## Exercise description
Should the word "Assafsaf" occur in a line of the records, copy that line.
*** Opening of Provided records ***
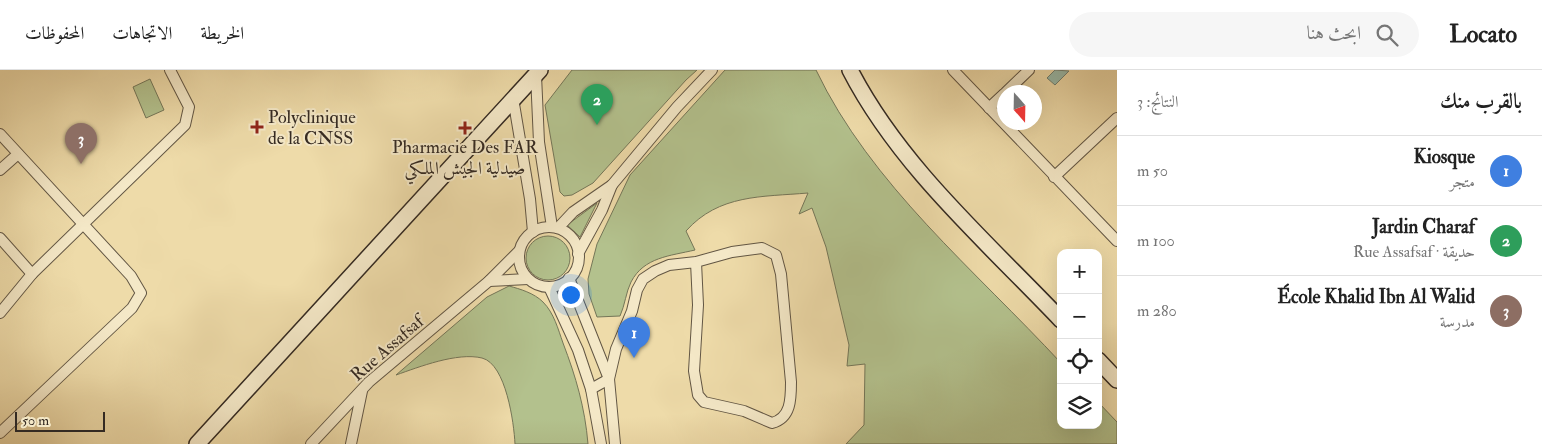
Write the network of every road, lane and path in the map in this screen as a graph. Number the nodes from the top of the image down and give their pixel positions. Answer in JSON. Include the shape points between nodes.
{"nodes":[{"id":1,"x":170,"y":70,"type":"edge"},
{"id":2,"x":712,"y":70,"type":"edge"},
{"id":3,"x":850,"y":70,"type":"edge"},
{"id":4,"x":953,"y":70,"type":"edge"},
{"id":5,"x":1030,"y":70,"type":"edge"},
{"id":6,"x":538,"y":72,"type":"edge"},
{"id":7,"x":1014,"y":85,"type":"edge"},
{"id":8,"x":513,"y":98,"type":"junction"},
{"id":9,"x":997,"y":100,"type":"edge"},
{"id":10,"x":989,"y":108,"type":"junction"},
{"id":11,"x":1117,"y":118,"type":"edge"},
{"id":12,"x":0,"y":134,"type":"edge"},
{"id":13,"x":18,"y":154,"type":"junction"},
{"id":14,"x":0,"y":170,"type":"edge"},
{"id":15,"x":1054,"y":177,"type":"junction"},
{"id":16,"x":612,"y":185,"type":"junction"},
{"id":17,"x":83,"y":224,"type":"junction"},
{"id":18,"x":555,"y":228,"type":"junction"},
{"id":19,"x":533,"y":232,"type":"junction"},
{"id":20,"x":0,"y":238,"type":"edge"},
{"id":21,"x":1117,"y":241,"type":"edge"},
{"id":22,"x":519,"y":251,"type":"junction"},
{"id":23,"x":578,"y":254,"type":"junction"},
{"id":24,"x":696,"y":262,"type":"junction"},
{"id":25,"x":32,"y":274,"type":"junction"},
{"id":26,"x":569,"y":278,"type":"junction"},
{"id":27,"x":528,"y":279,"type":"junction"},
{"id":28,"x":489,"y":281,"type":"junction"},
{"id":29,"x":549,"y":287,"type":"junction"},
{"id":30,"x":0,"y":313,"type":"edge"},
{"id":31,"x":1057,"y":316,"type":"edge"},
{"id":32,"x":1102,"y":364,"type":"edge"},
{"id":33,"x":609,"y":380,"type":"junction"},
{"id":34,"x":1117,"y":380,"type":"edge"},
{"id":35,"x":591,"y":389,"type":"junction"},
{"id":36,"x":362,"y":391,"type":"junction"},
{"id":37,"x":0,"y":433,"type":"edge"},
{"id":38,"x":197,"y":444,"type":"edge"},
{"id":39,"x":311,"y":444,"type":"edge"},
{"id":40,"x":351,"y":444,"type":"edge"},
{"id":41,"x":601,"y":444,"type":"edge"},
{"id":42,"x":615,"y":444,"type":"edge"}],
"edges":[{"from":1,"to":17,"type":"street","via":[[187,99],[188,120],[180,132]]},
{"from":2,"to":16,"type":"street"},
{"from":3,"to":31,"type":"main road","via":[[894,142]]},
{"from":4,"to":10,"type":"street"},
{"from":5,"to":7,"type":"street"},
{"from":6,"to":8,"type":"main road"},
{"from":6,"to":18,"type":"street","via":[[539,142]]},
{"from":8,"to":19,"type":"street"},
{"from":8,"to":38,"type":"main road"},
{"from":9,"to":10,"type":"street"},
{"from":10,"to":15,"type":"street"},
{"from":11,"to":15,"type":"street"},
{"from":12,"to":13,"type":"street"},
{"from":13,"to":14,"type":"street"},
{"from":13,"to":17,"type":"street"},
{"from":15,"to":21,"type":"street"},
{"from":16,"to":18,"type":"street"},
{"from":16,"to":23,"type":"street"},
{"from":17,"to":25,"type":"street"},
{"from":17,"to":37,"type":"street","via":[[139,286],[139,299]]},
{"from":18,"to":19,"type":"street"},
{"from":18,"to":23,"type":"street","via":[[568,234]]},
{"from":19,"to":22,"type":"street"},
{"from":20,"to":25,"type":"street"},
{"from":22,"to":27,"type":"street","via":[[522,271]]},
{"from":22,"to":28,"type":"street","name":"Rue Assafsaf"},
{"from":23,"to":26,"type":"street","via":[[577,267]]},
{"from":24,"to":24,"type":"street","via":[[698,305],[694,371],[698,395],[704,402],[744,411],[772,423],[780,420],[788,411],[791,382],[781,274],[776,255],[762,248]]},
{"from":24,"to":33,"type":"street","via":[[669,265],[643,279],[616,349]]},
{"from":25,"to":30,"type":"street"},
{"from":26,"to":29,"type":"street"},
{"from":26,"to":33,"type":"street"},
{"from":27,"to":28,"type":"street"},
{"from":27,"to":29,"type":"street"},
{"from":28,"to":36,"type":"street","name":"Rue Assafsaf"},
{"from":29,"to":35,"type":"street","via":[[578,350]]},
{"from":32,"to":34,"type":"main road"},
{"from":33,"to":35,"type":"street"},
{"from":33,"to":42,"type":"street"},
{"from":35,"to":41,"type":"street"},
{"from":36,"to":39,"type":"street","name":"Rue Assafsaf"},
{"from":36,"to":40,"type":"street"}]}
*** Close of Provided records ***
## Answer to this task
{"from":22,"to":28,"type":"street","name":"Rue Assafsaf"},
{"from":28,"to":36,"type":"street","name":"Rue Assafsaf"},
{"from":36,"to":39,"type":"street","name":"Rue Assafsaf"},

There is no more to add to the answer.